Diyerek bana bakan İpek'e gülümsedim.

"Hiç öylesine dalmışım."

"Tuna aklında değil mi?"

Diye sorduğunda burukça ona baktım ve gülümsedim.

Oda neredeyse artık herşeyimi biliyordu.

Tabikide aklım Tuna'daydı.

Onu hayatımdan çıkartmak istemiştim. Ama Emir sürekli bana abi tavsiyesi gibi nasihatler veriyordu. Rüzgar , İpek , Emir üçüde onu affetmemden yanaydı.

Ama benim gururum bir türlü şu kalbime laf geçiremiyordu. Bir yandanda babam vardı tabi. Acaba Tuna ile barıştım desem ne yapardı? Muhtemelen ölürdüm.

"Bilmiyorum İpek kafam o kadar karışık ki bir yandan uzak durmak isterken bir yandan onu özlüyorum bu nasıl bir karmaşa. İnsan bir yıl ayrı kalmasına rağmen birisine bu kadar bağlanmış olabilir mi?"

"Bir yıl ne ki Yaprak ? Neler yaşamışsınız neler atlatmışsınız o çocuğu silmek kolay mı? Hem baksana pişman olduğu her halinden belli."

Dediğinde kafamı salladım.

Eczaneye geldiğimizde Emir'in pansuman için malzemelerini ve ilaçlarını aldıktan sonra geri benim evime doğru yürümeye başlamıştık.

Emir'in ailesi çok telaş etmesin diye İpek ve Emir bizde kalıyorlardı. Zaten annem ve babam Emir'i sevdikleri ve tanıdıkları için hiç sorun çıkartmamışlardı. Tabi fırsattan yararlanan Rüzgar ise bizim evden asla çıkmıyordu. İpek'e resmen abayı yakmıştı.

"Sen Tuna'yı boşverde Rüzgar senden hoşlanıyor bunun farkındasın değil mi?"

Diyerek kıkırdadım konuyu değiştirip.

Sırıttı.

"Farkındayım ama herşey için erken zamanı var ve onu tanımak istiyorum."

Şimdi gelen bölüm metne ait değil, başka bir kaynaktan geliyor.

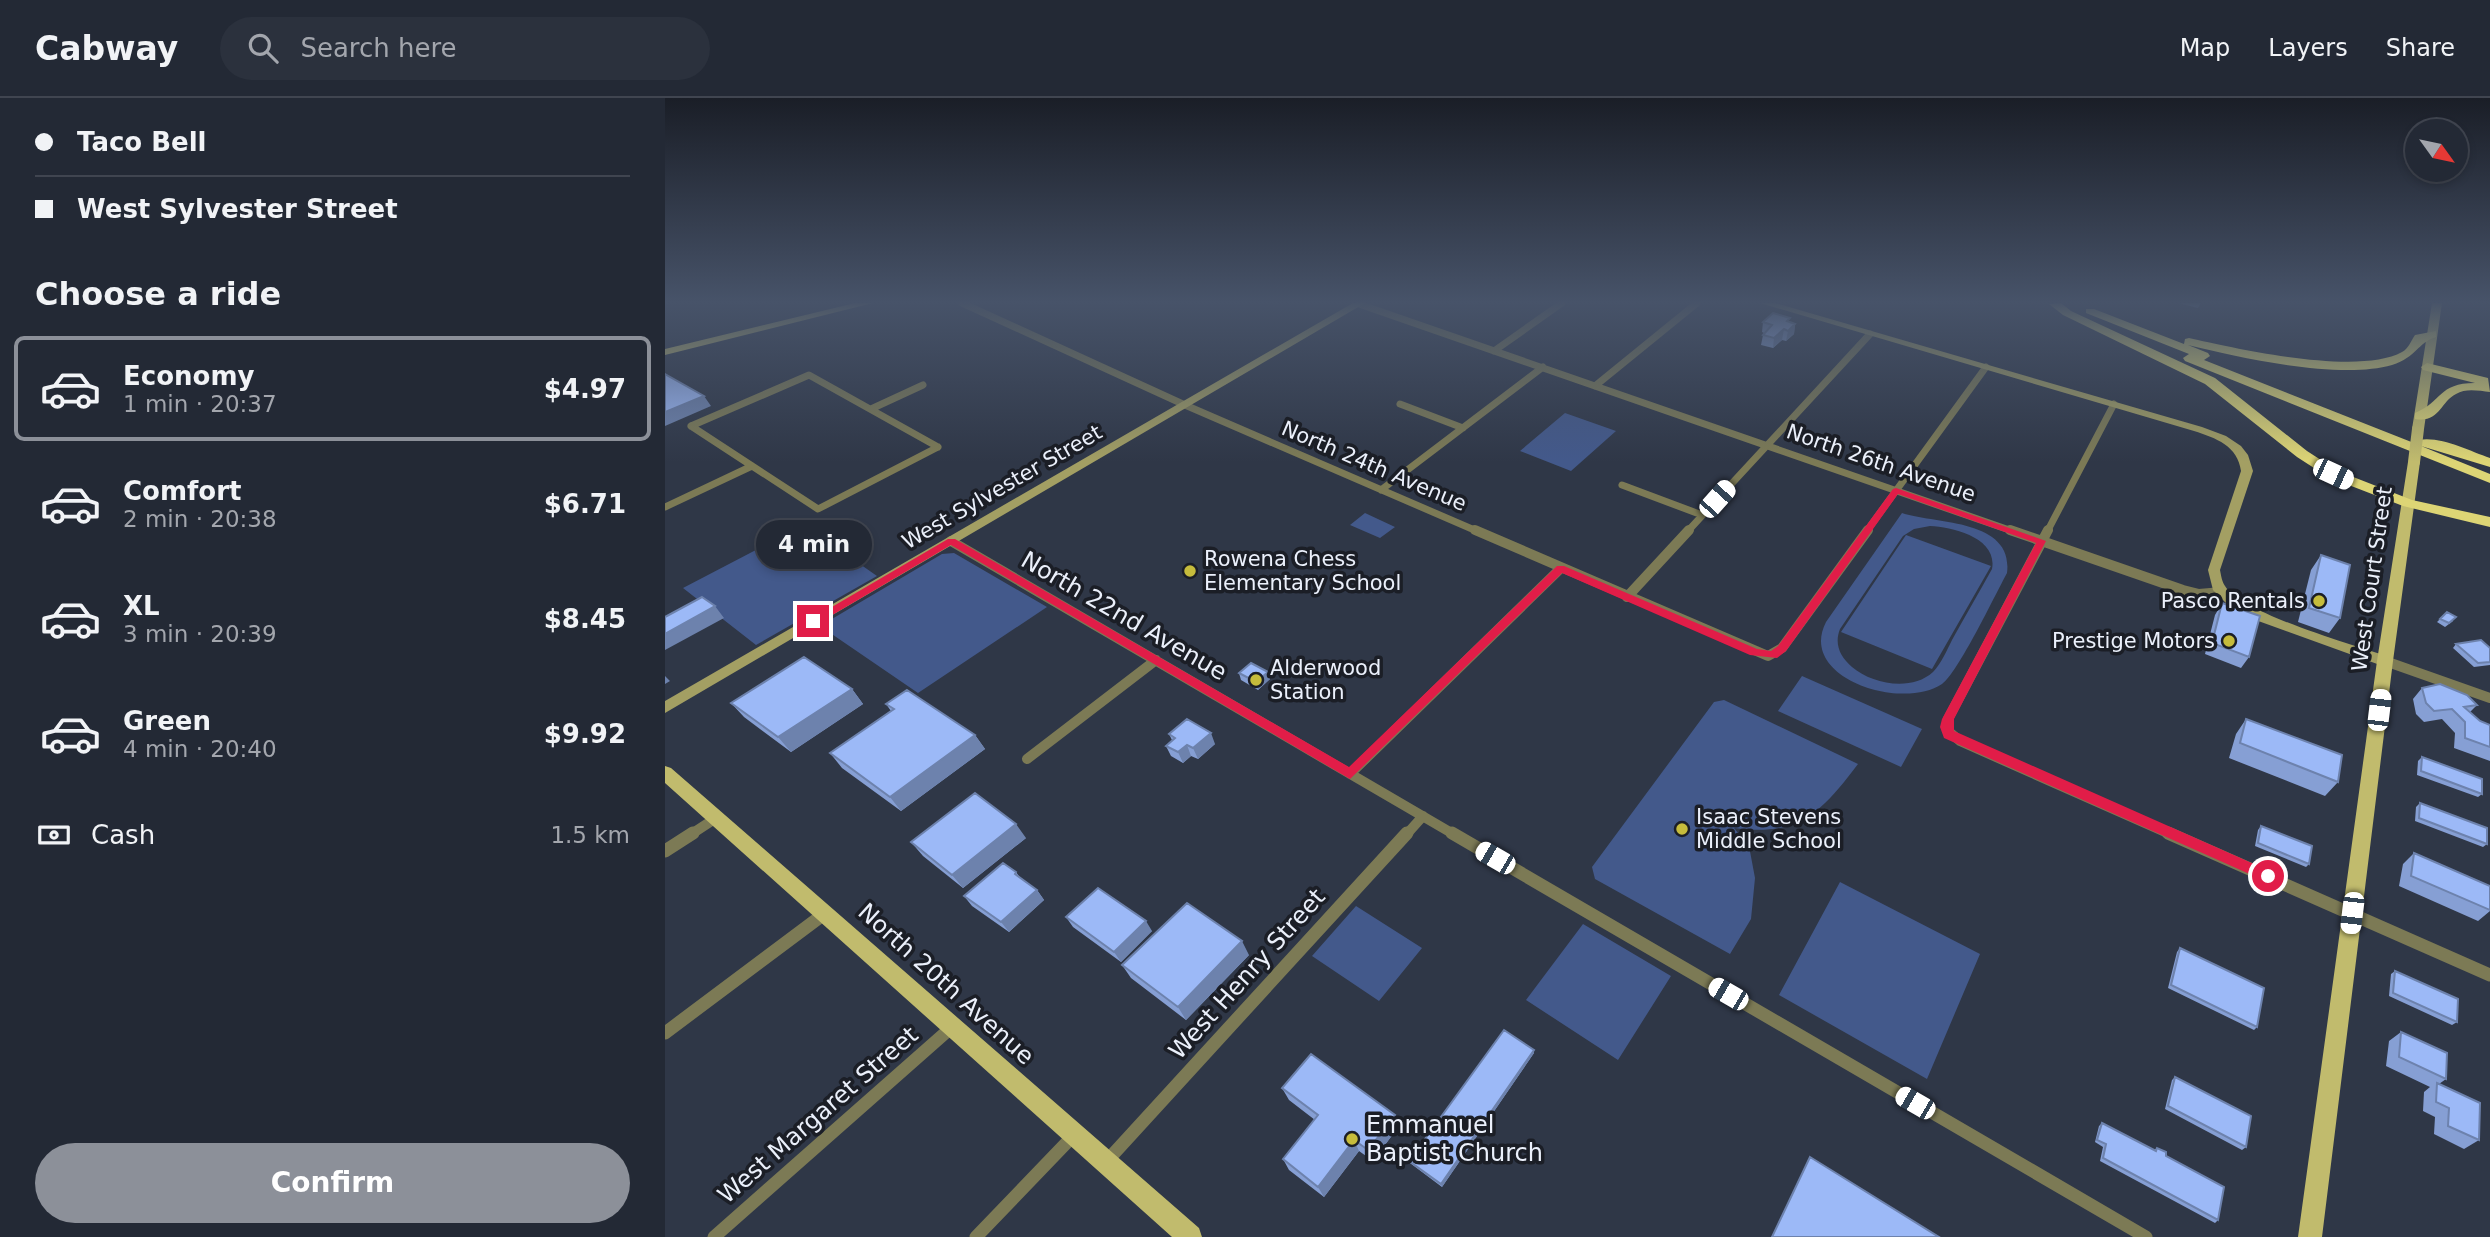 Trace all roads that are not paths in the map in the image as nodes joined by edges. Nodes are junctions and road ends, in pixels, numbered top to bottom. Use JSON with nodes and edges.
{"nodes":[{"id":1,"x":1078,"y":356,"type":"edge"},
{"id":2,"x":1269,"y":356,"type":"edge"},
{"id":3,"x":1509,"y":356,"type":"edge"},
{"id":4,"x":1632,"y":356,"type":"edge"},
{"id":5,"x":1849,"y":356,"type":"edge"},
{"id":6,"x":1948,"y":356,"type":"edge"},
{"id":7,"x":2158,"y":356,"type":"edge"},
{"id":8,"x":2184,"y":356,"type":"edge"},
{"id":9,"x":2204,"y":356,"type":"edge"},
{"id":10,"x":2282,"y":356,"type":"edge"},
{"id":11,"x":2403,"y":356,"type":"edge"},
{"id":12,"x":2429,"y":356,"type":"edge"},
{"id":13,"x":1986,"y":367,"type":"junction"},
{"id":14,"x":2427,"y":367,"type":"junction"},
{"id":15,"x":1542,"y":368,"type":"junction"},
{"id":16,"x":923,"y":385,"type":"dead end"},
{"id":17,"x":2490,"y":385,"type":"edge"},
{"id":18,"x":1595,"y":386,"type":"junction"},
{"id":19,"x":1400,"y":404,"type":"dead end"},
{"id":20,"x":2114,"y":404,"type":"junction"},
{"id":21,"x":1185,"y":405,"type":"junction"},
{"id":22,"x":871,"y":410,"type":"junction"},
{"id":23,"x":2419,"y":422,"type":"junction"},
{"id":24,"x":1463,"y":428,"type":"junction"},
{"id":25,"x":2424,"y":443,"type":"junction"},
{"id":26,"x":1766,"y":445,"type":"junction"},
{"id":27,"x":2490,"y":463,"type":"edge"},
{"id":28,"x":752,"y":466,"type":"junction"},
{"id":29,"x":2490,"y":470,"type":"edge"},
{"id":30,"x":2490,"y":479,"type":"edge"},
{"id":31,"x":1622,"y":485,"type":"dead end"},
{"id":32,"x":1381,"y":490,"type":"junction"},
{"id":33,"x":1896,"y":491,"type":"junction"},
{"id":34,"x":2408,"y":503,"type":"junction"},
{"id":35,"x":665,"y":507,"type":"edge"},
{"id":36,"x":1702,"y":515,"type":"junction"},
{"id":37,"x":2490,"y":522,"type":"edge"},
{"id":38,"x":951,"y":541,"type":"junction"},
{"id":39,"x":2041,"y":541,"type":"junction"},
{"id":40,"x":1560,"y":568,"type":"junction"},
{"id":41,"x":2222,"y":592,"type":"junction"},
{"id":42,"x":1627,"y":597,"type":"junction"},
{"id":43,"x":1156,"y":660,"type":"junction"},
{"id":44,"x":2385,"y":661,"type":"junction"},
{"id":45,"x":2490,"y":698,"type":"edge"},
{"id":46,"x":665,"y":708,"type":"edge"},
{"id":47,"x":1027,"y":759,"type":"dead end"},
{"id":48,"x":665,"y":773,"type":"edge"},
{"id":49,"x":1350,"y":774,"type":"junction"},
{"id":50,"x":1423,"y":816,"type":"junction"},
{"id":51,"x":716,"y":818,"type":"junction"},
{"id":52,"x":665,"y":851,"type":"edge"},
{"id":53,"x":2352,"y":913,"type":"junction"},
{"id":54,"x":824,"y":914,"type":"junction"},
{"id":55,"x":2490,"y":975,"type":"edge"},
{"id":56,"x":952,"y":1027,"type":"junction"},
{"id":57,"x":665,"y":1033,"type":"edge"},
{"id":58,"x":1074,"y":1135,"type":"junction"},
{"id":59,"x":1105,"y":1163,"type":"junction"},
{"id":60,"x":714,"y":1237,"type":"edge"},
{"id":61,"x":976,"y":1237,"type":"edge"},
{"id":62,"x":1190,"y":1237,"type":"edge"},
{"id":63,"x":2146,"y":1237,"type":"edge"},
{"id":64,"x":2310,"y":1237,"type":"edge"}],
"edges":[{"from":1,"to":21,"type":"street","name":"North 24th Avenue"},
{"from":2,"to":21,"type":"street","name":"West Sylvester Street"},
{"from":3,"to":15,"type":"street","name":"North 26th Avenue"},
{"from":4,"to":18,"type":"street"},
{"from":5,"to":26,"type":"street"},
{"from":6,"to":13,"type":"street"},
{"from":7,"to":34,"type":"highway"},
{"from":8,"to":30,"type":"highway"},
{"from":9,"to":25,"type":"highway"},
{"from":10,"to":11,"type":"highway"},
{"from":12,"to":14,"type":"main road","name":"West Court Street"},
{"from":13,"to":20,"type":"street"},
{"from":13,"to":33,"type":"street"},
{"from":14,"to":17,"type":"highway"},
{"from":14,"to":23,"type":"main road","name":"West Court Street"},
{"from":15,"to":18,"type":"street","name":"North 26th Avenue"},
{"from":15,"to":24,"type":"street"},
{"from":16,"to":22,"type":"street"},
{"from":17,"to":23,"type":"highway"},
{"from":18,"to":26,"type":"street","name":"North 26th Avenue"},
{"from":19,"to":24,"type":"street"},
{"from":20,"to":39,"type":"street"},
{"from":20,"to":41,"type":"street"},
{"from":21,"to":32,"type":"street","name":"North 24th Avenue"},
{"from":21,"to":38,"type":"street","name":"West Sylvester Street"},
{"from":22,"to":28,"type":"street"},
{"from":22,"to":28,"type":"street"},
{"from":23,"to":34,"type":"main road","name":"West Court Street","bridge":true},
{"from":24,"to":32,"type":"street"},
{"from":25,"to":27,"type":"highway"},
{"from":25,"to":29,"type":"highway"},
{"from":26,"to":33,"type":"street","name":"North 26th Avenue"},
{"from":26,"to":36,"type":"street"},
{"from":28,"to":35,"type":"street"},
{"from":31,"to":36,"type":"street"},
{"from":32,"to":40,"type":"street","name":"North 24th Avenue"},
{"from":33,"to":39,"type":"street","name":"North 26th Avenue"},
{"from":33,"to":42,"type":"street","name":"North 24th Avenue"},
{"from":34,"to":37,"type":"highway"},
{"from":34,"to":44,"type":"main road","name":"West Court Street"},
{"from":36,"to":42,"type":"street"},
{"from":38,"to":43,"type":"street","name":"North 22nd Avenue"},
{"from":38,"to":46,"type":"street","name":"West Sylvester Street"},
{"from":39,"to":41,"type":"street","name":"North 26th Avenue"},
{"from":39,"to":53,"type":"street"},
{"from":40,"to":42,"type":"street","name":"North 24th Avenue"},
{"from":40,"to":49,"type":"street"},
{"from":41,"to":44,"type":"street"},
{"from":43,"to":47,"type":"street"},
{"from":43,"to":49,"type":"street","name":"North 22nd Avenue"},
{"from":44,"to":45,"type":"street"},
{"from":44,"to":53,"type":"main road","name":"West Court Street"},
{"from":48,"to":51,"type":"main road","name":"North 20th Avenue"},
{"from":49,"to":50,"type":"street","name":"North 22nd Avenue"},
{"from":50,"to":59,"type":"street","name":"West Henry Street"},
{"from":50,"to":63,"type":"street","name":"North 22nd Avenue"},
{"from":51,"to":52,"type":"street"},
{"from":51,"to":54,"type":"main road","name":"North 20th Avenue"},
{"from":53,"to":55,"type":"street"},
{"from":53,"to":64,"type":"main road","name":"West Court Street"},
{"from":54,"to":56,"type":"main road","name":"North 20th Avenue"},
{"from":54,"to":57,"type":"street"},
{"from":56,"to":58,"type":"main road","name":"North 20th Avenue"},
{"from":56,"to":60,"type":"street","name":"West Margaret Street"},
{"from":58,"to":59,"type":"main road","name":"North 20th Avenue"},
{"from":58,"to":61,"type":"street"},
{"from":59,"to":62,"type":"main road","name":"North 20th Avenue"}]}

Dediğinde kafamı salladım.

"Tabiki de zaman var ama şunu söylemeliyim ki Rüzgar benim hayatımda gördüğüm en mükemmel insan. Çocukluğum o benim o yüzden senden yana hiç şüphem yok Rüzgar seni üzmez."

Dediğimde gülümsedi.

"İyi ki tanışmışız Yaprak."

Diyerek gülümsediğinde bende içtenlikle gülümsedim. İnsanın kız arkadaşının olması gerçekten güzeldi ve çok daha bir başkaydı.